(Records excerpted from a collection)
···
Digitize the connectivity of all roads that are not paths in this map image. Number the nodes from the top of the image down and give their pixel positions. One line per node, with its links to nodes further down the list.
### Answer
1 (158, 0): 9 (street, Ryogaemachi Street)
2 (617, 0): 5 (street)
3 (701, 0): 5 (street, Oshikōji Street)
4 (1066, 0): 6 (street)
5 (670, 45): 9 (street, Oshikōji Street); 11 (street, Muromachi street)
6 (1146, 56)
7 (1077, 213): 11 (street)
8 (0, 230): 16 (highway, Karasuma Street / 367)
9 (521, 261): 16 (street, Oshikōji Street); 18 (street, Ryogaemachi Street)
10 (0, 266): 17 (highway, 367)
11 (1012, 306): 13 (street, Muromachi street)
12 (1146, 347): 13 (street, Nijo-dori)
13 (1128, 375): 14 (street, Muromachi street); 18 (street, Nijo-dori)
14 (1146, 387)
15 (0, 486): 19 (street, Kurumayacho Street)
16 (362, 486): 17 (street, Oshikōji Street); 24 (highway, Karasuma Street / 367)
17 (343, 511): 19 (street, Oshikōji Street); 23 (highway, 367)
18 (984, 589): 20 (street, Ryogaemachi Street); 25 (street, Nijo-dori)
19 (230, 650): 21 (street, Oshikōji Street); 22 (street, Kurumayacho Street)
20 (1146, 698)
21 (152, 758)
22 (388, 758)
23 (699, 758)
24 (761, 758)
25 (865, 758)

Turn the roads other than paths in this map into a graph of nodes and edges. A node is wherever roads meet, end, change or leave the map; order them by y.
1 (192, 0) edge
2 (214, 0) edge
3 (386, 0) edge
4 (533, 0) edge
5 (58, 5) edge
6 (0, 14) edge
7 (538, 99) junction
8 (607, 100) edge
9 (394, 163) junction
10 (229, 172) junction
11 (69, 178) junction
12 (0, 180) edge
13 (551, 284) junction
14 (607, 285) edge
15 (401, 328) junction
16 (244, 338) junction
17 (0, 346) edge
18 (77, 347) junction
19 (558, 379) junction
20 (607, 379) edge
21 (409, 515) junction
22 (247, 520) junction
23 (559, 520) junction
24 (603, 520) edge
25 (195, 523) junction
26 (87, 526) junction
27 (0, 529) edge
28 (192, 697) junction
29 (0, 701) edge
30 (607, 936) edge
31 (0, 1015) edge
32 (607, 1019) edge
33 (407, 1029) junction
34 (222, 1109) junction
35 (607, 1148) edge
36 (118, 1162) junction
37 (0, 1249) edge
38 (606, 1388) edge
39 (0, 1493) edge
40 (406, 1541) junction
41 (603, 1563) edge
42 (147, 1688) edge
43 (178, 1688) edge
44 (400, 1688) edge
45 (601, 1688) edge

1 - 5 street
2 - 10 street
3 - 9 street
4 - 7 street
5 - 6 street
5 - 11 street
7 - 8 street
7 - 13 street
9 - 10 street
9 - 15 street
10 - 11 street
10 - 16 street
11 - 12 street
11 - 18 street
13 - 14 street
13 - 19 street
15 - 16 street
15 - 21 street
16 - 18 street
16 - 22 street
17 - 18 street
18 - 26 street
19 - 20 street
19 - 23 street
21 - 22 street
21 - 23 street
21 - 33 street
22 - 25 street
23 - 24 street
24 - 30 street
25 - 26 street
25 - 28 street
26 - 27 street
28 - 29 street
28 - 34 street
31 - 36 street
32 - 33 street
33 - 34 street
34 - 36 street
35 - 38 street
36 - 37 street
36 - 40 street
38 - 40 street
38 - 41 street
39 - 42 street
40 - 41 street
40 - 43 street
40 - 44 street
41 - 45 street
···
WHAT YOU WILL DO:
Each record should be given again exactly as it reads.

WRITTEN RESPONSE:
Digitize the connectivity of all roads that are not paths in this map image. Number the nodes from the top of the image down and give their pixel positions. One line per node, with its links to nodes further down the list.
### Answer
1 (158, 0): 9 (street, Ryogaemachi Street)
2 (617, 0): 5 (street)
3 (701, 0): 5 (street, Oshikōji Street)
4 (1066, 0): 6 (street)
5 (670, 45): 9 (street, Oshikōji Street); 11 (street, Muromachi street)
6 (1146, 56)
7 (1077, 213): 11 (street)
8 (0, 230): 16 (highway, Karasuma Street / 367)
9 (521, 261): 16 (street, Oshikōji Street); 18 (street, Ryogaemachi Street)
10 (0, 266): 17 (highway, 367)
11 (1012, 306): 13 (street, Muromachi street)
12 (1146, 347): 13 (street, Nijo-dori)
13 (1128, 375): 14 (street, Muromachi street); 18 (street, Nijo-dori)
14 (1146, 387)
15 (0, 486): 19 (street, Kurumayacho Street)
16 (362, 486): 17 (street, Oshikōji Street); 24 (highway, Karasuma Street / 367)
17 (343, 511): 19 (street, Oshikōji Street); 23 (highway, 367)
18 (984, 589): 20 (street, Ryogaemachi Street); 25 (street, Nijo-dori)
19 (230, 650): 21 (street, Oshikōji Street); 22 (street, Kurumayacho Street)
20 (1146, 698)
21 (152, 758)
22 (388, 758)
23 (699, 758)
24 (761, 758)
25 (865, 758)

Turn the roads other than paths in this map into a graph of nodes and edges. A node is wherever roads meet, end, change or leave the map; order them by y.
1 (192, 0) edge
2 (214, 0) edge
3 (386, 0) edge
4 (533, 0) edge
5 (58, 5) edge
6 (0, 14) edge
7 (538, 99) junction
8 (607, 100) edge
9 (394, 163) junction
10 (229, 172) junction
11 (69, 178) junction
12 (0, 180) edge
13 (551, 284) junction
14 (607, 285) edge
15 (401, 328) junction
16 (244, 338) junction
17 (0, 346) edge
18 (77, 347) junction
19 (558, 379) junction
20 (607, 379) edge
21 (409, 515) junction
22 (247, 520) junction
23 (559, 520) junction
24 (603, 520) edge
25 (195, 523) junction
26 (87, 526) junction
27 (0, 529) edge
28 (192, 697) junction
29 (0, 701) edge
30 (607, 936) edge
31 (0, 1015) edge
32 (607, 1019) edge
33 (407, 1029) junction
34 (222, 1109) junction
35 (607, 1148) edge
36 (118, 1162) junction
37 (0, 1249) edge
38 (606, 1388) edge
39 (0, 1493) edge
40 (406, 1541) junction
41 (603, 1563) edge
42 (147, 1688) edge
43 (178, 1688) edge
44 (400, 1688) edge
45 (601, 1688) edge

1 - 5 street
2 - 10 street
3 - 9 street
4 - 7 street
5 - 6 street
5 - 11 street
7 - 8 street
7 - 13 street
9 - 10 street
9 - 15 street
10 - 11 street
10 - 16 street
11 - 12 street
11 - 18 street
13 - 14 street
13 - 19 street
15 - 16 street
15 - 21 street
16 - 18 street
16 - 22 street
17 - 18 street
18 - 26 street
19 - 20 street
19 - 23 street
21 - 22 street
21 - 23 street
21 - 33 street
22 - 25 street
23 - 24 street
24 - 30 street
25 - 26 street
25 - 28 street
26 - 27 street
28 - 29 street
28 - 34 street
31 - 36 street
32 - 33 street
33 - 34 street
34 - 36 street
35 - 38 street
36 - 37 street
36 - 40 street
38 - 40 street
38 - 41 street
39 - 42 street
40 - 41 street
40 - 43 street
40 - 44 street
41 - 45 street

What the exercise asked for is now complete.